Thursday, August 07, 2008

Before-During-After



I hope the hideousness of my leg doesn't freak anyone out... although Bella had the EXTREME experience of sanding my foot down last night and still likes me enough to wash my towels, so, yeah! Harden up easily freaked-out types and enjoy me as the medical marvel I am... or I'll hit you with my stick.

Tuesday, August 05, 2008

What I did during The Six Week Convalescence

I write this with great excitement, as I am FINALLY sans-cast, not quite limber, yet strangely nostalgic (already! what a freak) for The Time I Was A Cripple.
So. Let us now take a look back at the last six weeks... and the Varied and Amazing Things I Have Done between waiting for my bones to knit, climbing up the walls and slipping over on the wet mossy concrete on the walkways and stairways of various houses. Mmm, huzzah!
  • I made manymany tiny origami stars. They are pretty and pointless and you can find out how to make them here. Oh, and I used this paper for a different lot of them. Pretty pretty pretty.

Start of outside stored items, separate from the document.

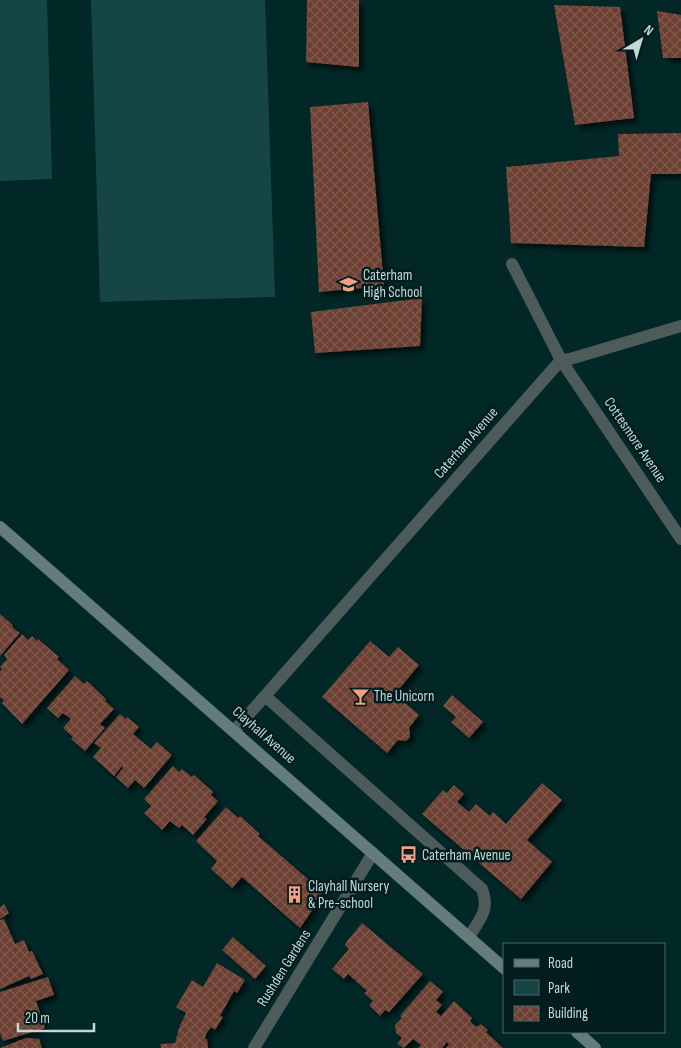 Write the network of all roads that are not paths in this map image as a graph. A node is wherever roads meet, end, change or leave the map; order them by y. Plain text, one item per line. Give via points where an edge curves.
1 (512, 264) dead end
2 (681, 326) edge
3 (561, 360) junction
4 (0, 527) edge
5 (681, 539) edge
6 (265, 696) junction
7 (234, 731) junction
8 (373, 853) junction
9 (469, 937) junction
10 (503, 967) edge
11 (578, 1033) edge
12 (254, 1048) edge
13 (595, 1048) edge

1 - 3 street, Cottesmore Avenue
2 - 3 street
3 - 5 street, Cottesmore Avenue
3 - 6 street, Caterham Avenue
4 - 7 street, Clayhall Avenue
6 - 7 street, Caterham Avenue
6 - 9 street via 482,888 485,907
7 - 8 street, Clayhall Avenue
8 - 9 street, Clayhall Avenue
8 - 12 street, Rushden Gardens
9 - 10 street, Clayhall Avenue
11 - 13 street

  • Knitting! Squares for the giant and never-ending patchwork blanket in the lounge...

  • ... similarly I swathed myself in pink wool...
  • ... and I made slippers for Shannon on my new fab thing, the Knitting Loom, which I then decorated with red and green pompoms, and gosh golly darn, didn't they look silly. Yes, they did.
  • I have read manymany books. Mmmm, books. Here are some of them, looking pretty in a pretty pile.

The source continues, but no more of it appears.